PROBLEM TO WORK ON:
Search the records that follow and extract every line containing the string "Spitalstraße".
== DATA FOR ANALYSIS ==
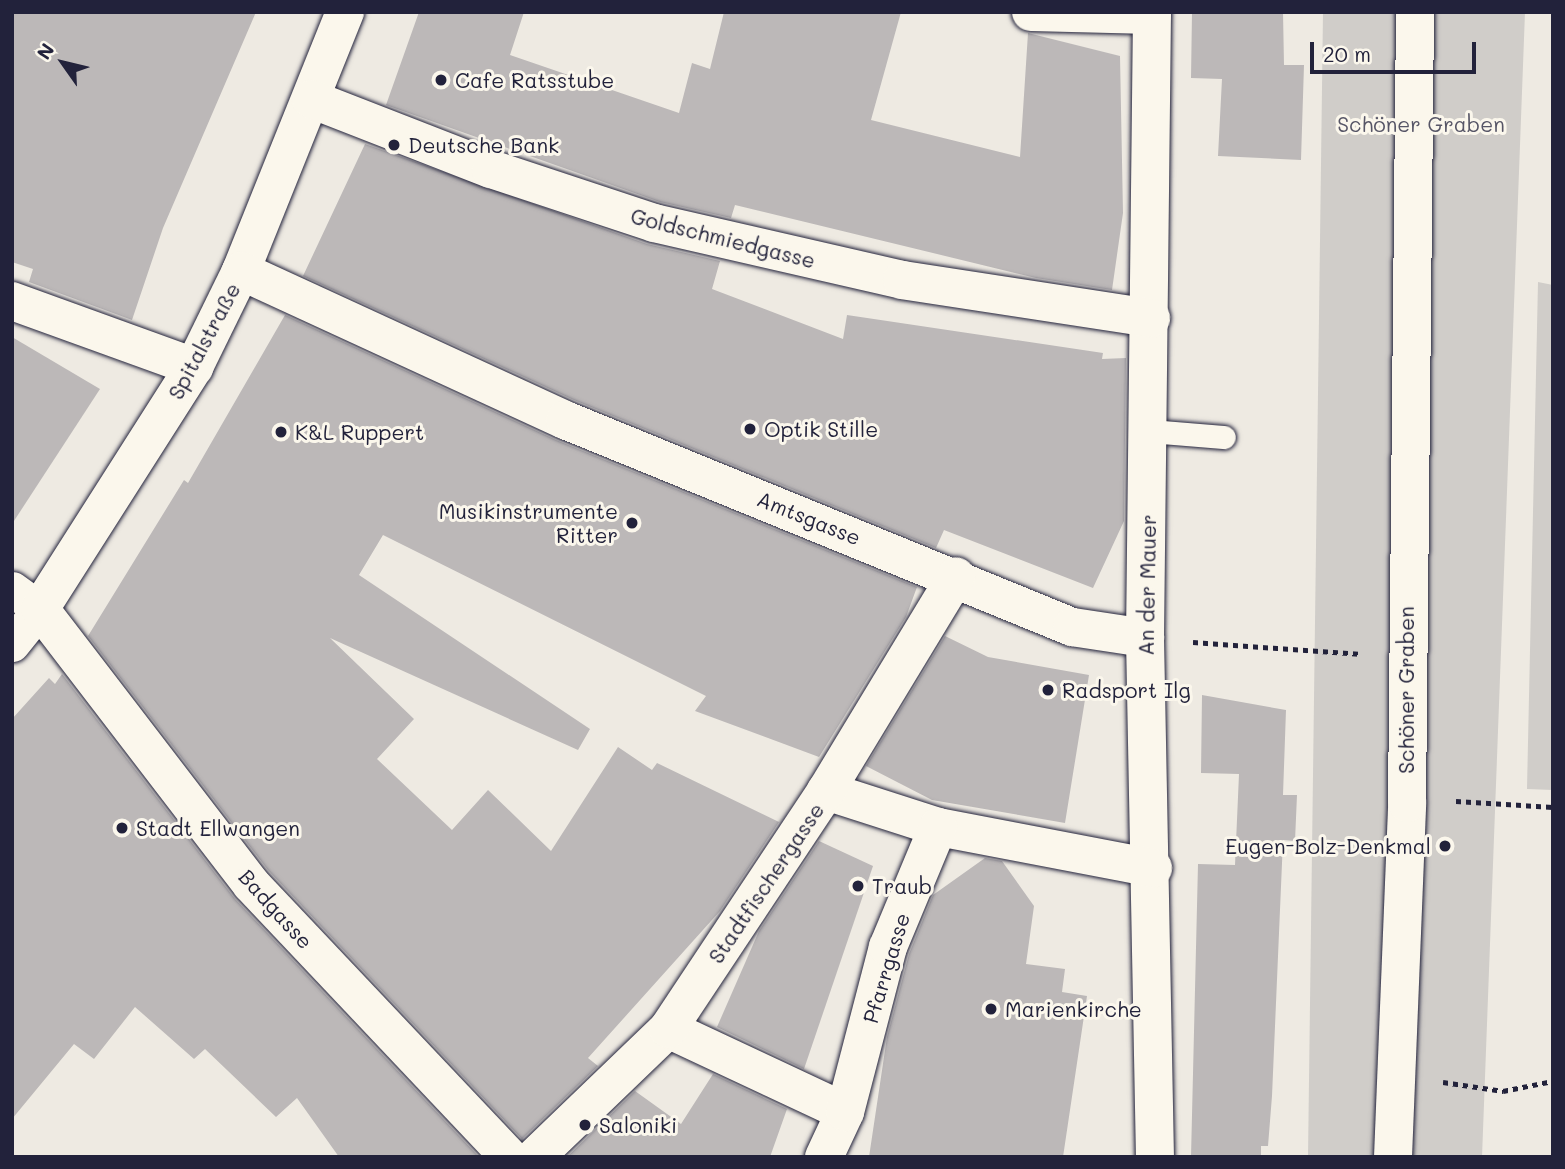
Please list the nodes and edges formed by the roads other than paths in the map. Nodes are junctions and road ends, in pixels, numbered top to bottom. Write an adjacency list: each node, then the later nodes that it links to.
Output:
1 (345, 12): 5 (street, Spitalstraße)
2 (1031, 12): 4 (street)
3 (1415, 12): 25 (street, Schöner Graben)
4 (1152, 14): 8 (street, An der Mauer)
5 (311, 99): 6 (street, Spitalstraße); 8 (street, Goldschmiedgasse)
6 (241, 271): 9 (street, Spitalstraße); 12 (street, Amtsgasse)
7 (12, 300): 9 (street)
8 (1151, 318): 10 (street, An der Mauer)
9 (194, 367): 13 (street, Spitalstraße)
10 (1149, 431): 11 (lane); 14 (street, An der Mauer)
11 (1224, 437)
12 (945, 572): 14 (street, Amtsgasse); 16 (street, Stadtfischergasse)
13 (26, 599): 15 (street, Spitalstraße); 21 (street, Badgasse)
14 (1145, 638): 18 (street, An der Mauer)
15 (12, 644)
16 (827, 791): 17 (street); 19 (street, Stadtfischergasse)
17 (938, 827): 18 (street); 20 (street, Pfarrgasse)
18 (1153, 868): 24 (street, An der Mauer)
19 (668, 1029): 20 (street); 22 (street, Stadtfischergasse)
20 (845, 1112): 23 (street, Pfarrgasse)
21 (509, 1157)
22 (535, 1157)
23 (824, 1157)
24 (1155, 1157)
25 (1393, 1157)

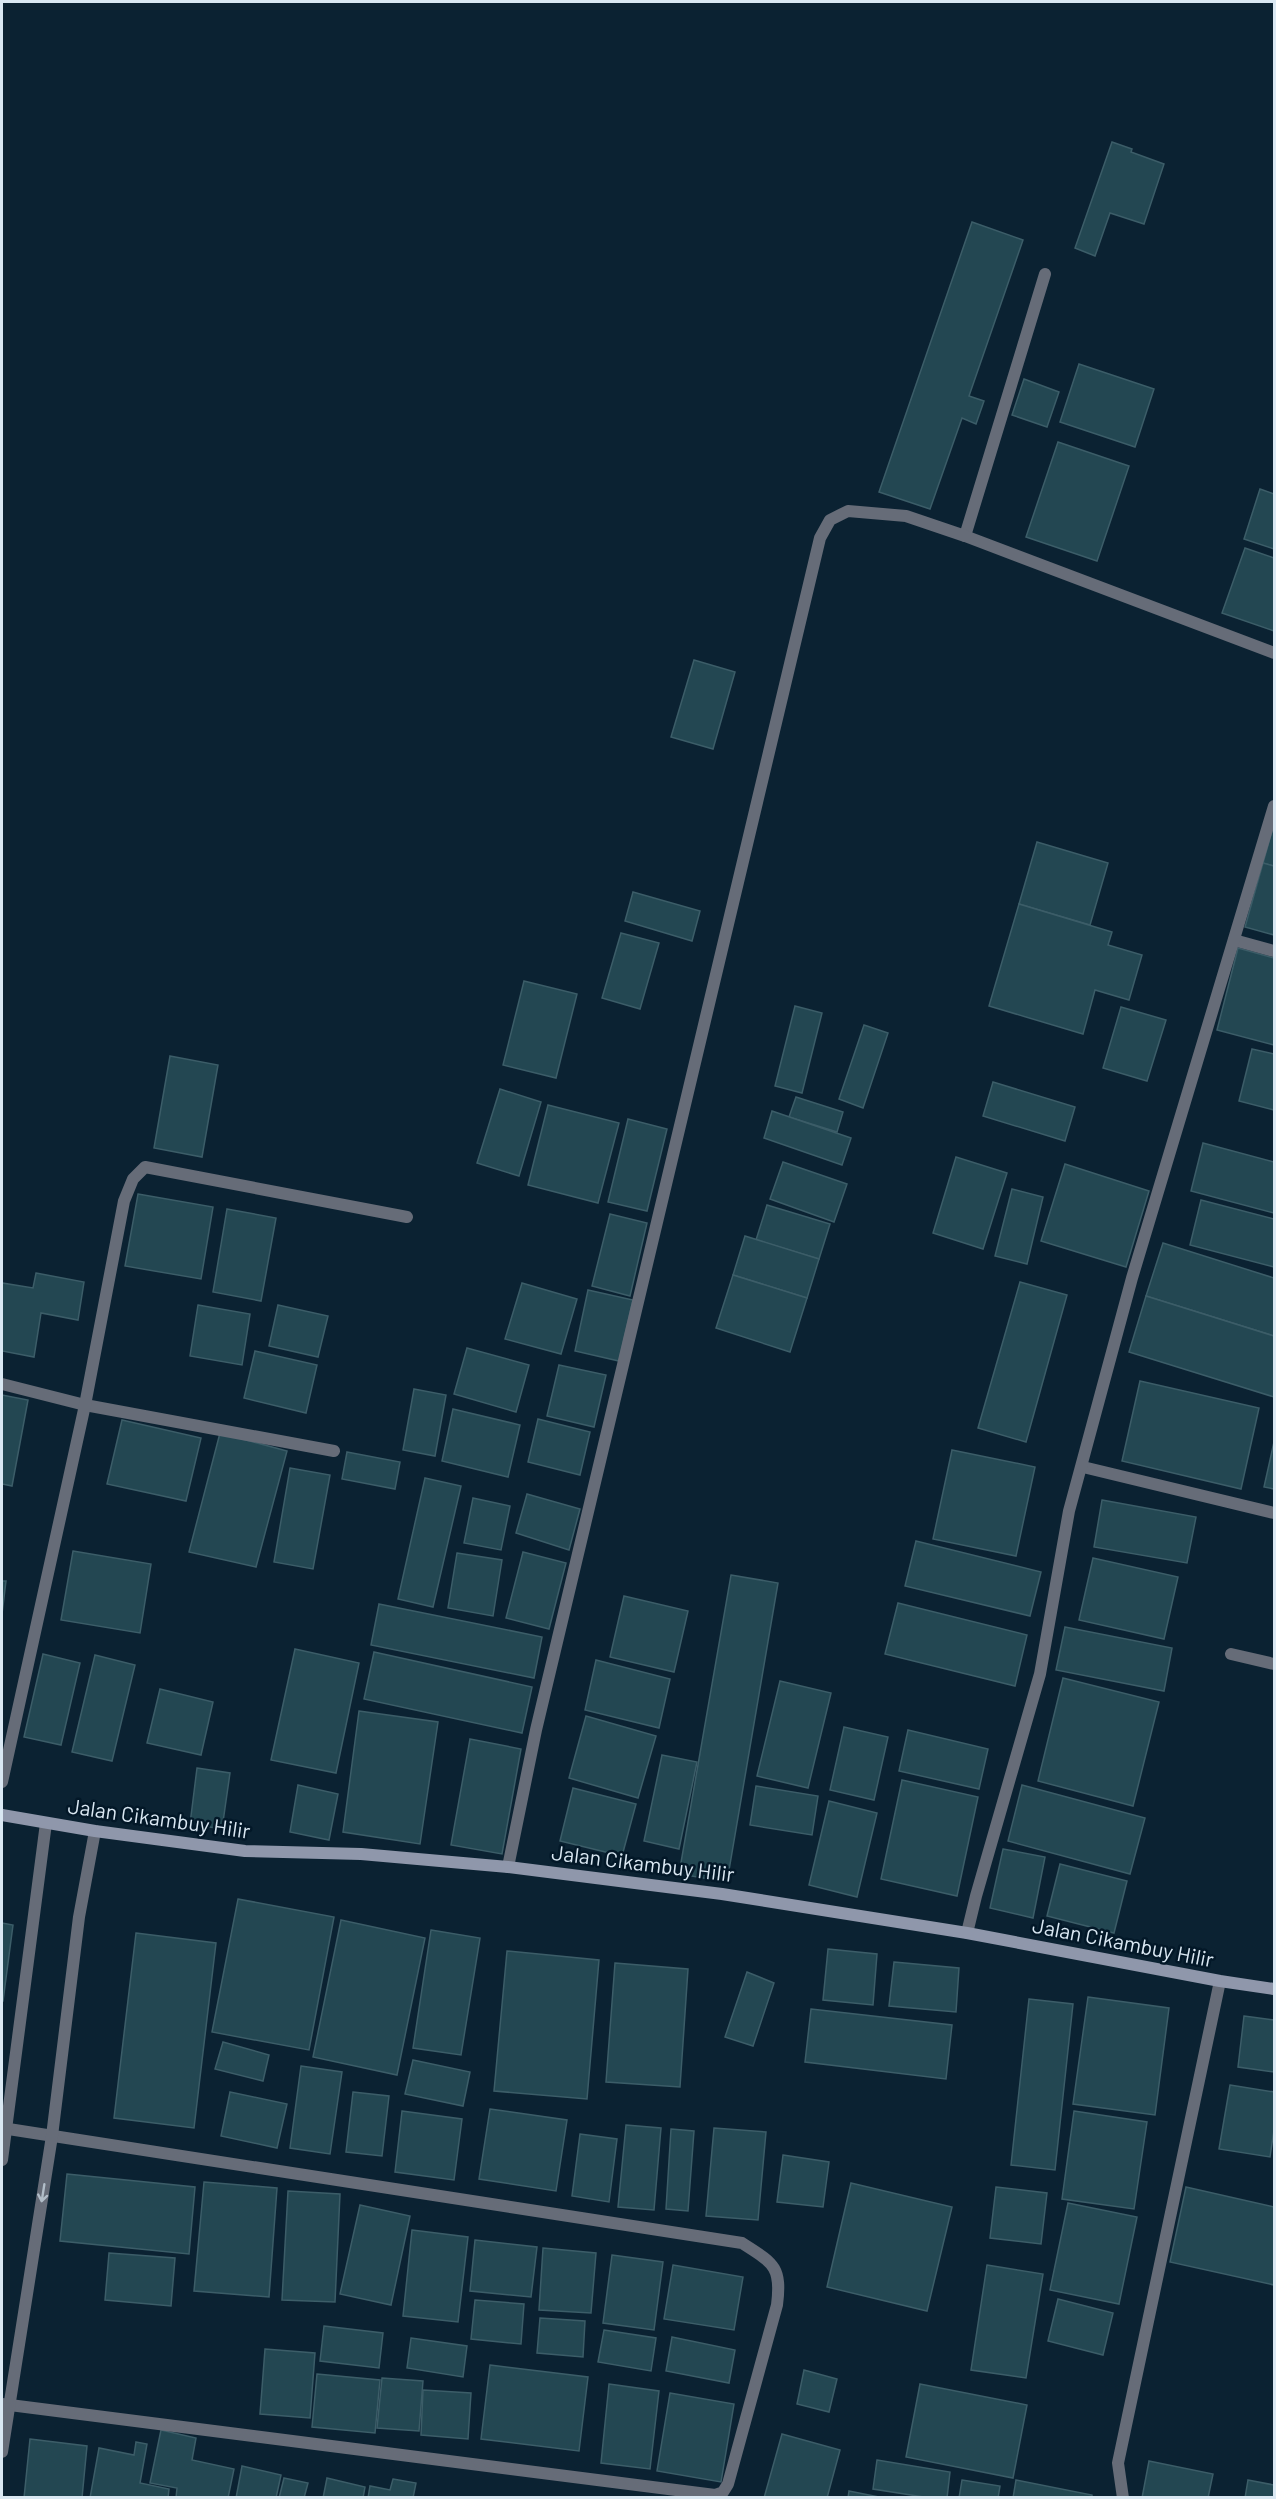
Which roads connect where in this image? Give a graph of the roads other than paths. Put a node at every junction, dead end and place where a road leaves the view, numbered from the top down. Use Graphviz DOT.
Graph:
graph roads {
  1 [pos="1045,274"];
  2 [pos="965,536"];
  3 [pos="1275,652"];
  4 [pos="1275,806"];
  5 [pos="1234,940"];
  6 [pos="1275,951"];
  7 [pos="407,1217"];
  8 [pos="2,1384"];
  9 [pos="85,1405"];
  10 [pos="334,1451"];
  11 [pos="1083,1467"];
  12 [pos="1275,1513"];
  13 [pos="1231,1654"];
  14 [pos="1275,1664"];
  15 [pos="2,1782"];
  16 [pos="2,1815"];
  17 [pos="46,1823"];
  18 [pos="95,1831"];
  19 [pos="508,1867"];
  20 [pos="967,1933"];
  21 [pos="1220,1981"];
  22 [pos="1275,1989"];
  23 [pos="4,2129"];
  24 [pos="52,2136"];
  25 [pos="2,2160"];
  26 [pos="5,2405"];
  27 [pos="2,2452"];
  28 [pos="1123,2498"];
  1 -- 2 [label="street"];
  2 -- 3 [label="street"];
  2 -- 19 [label="street"];
  4 -- 5 [label="street"];
  5 -- 6 [label="street"];
  5 -- 11 [label="street"];
  7 -- 9 [label="street"];
  8 -- 9 [label="street"];
  9 -- 10 [label="street"];
  9 -- 15 [label="street"];
  11 -- 12 [label="street"];
  11 -- 20 [label="street"];
  13 -- 14 [label="street"];
  16 -- 17 [label="street, Jalan Cikambuy Hilir"];
  17 -- 18 [label="street, Jalan Cikambuy Hilir"];
  17 -- 23 [label="street"];
  18 -- 19 [label="street, Jalan Cikambuy Hilir"];
  18 -- 24 [label="street"];
  19 -- 20 [label="street, Jalan Cikambuy Hilir"];
  20 -- 21 [label="street, Jalan Cikambuy Hilir"];
  21 -- 22 [label="street, Jalan Cikambuy Hilir"];
  21 -- 28 [label="street"];
  23 -- 24 [label="street"];
  23 -- 25 [label="street"];
  24 -- 26 [label="street, one-way"];
  24 -- 26 [label="street"];
  26 -- 27 [label="street"];
}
===
REPLY TO THE TASK:
1 (345, 12): 5 (street, Spitalstraße)
5 (311, 99): 6 (street, Spitalstraße); 8 (street, Goldschmiedgasse)
6 (241, 271): 9 (street, Spitalstraße); 12 (street, Amtsgasse)
9 (194, 367): 13 (street, Spitalstraße)
13 (26, 599): 15 (street, Spitalstraße); 21 (street, Badgasse)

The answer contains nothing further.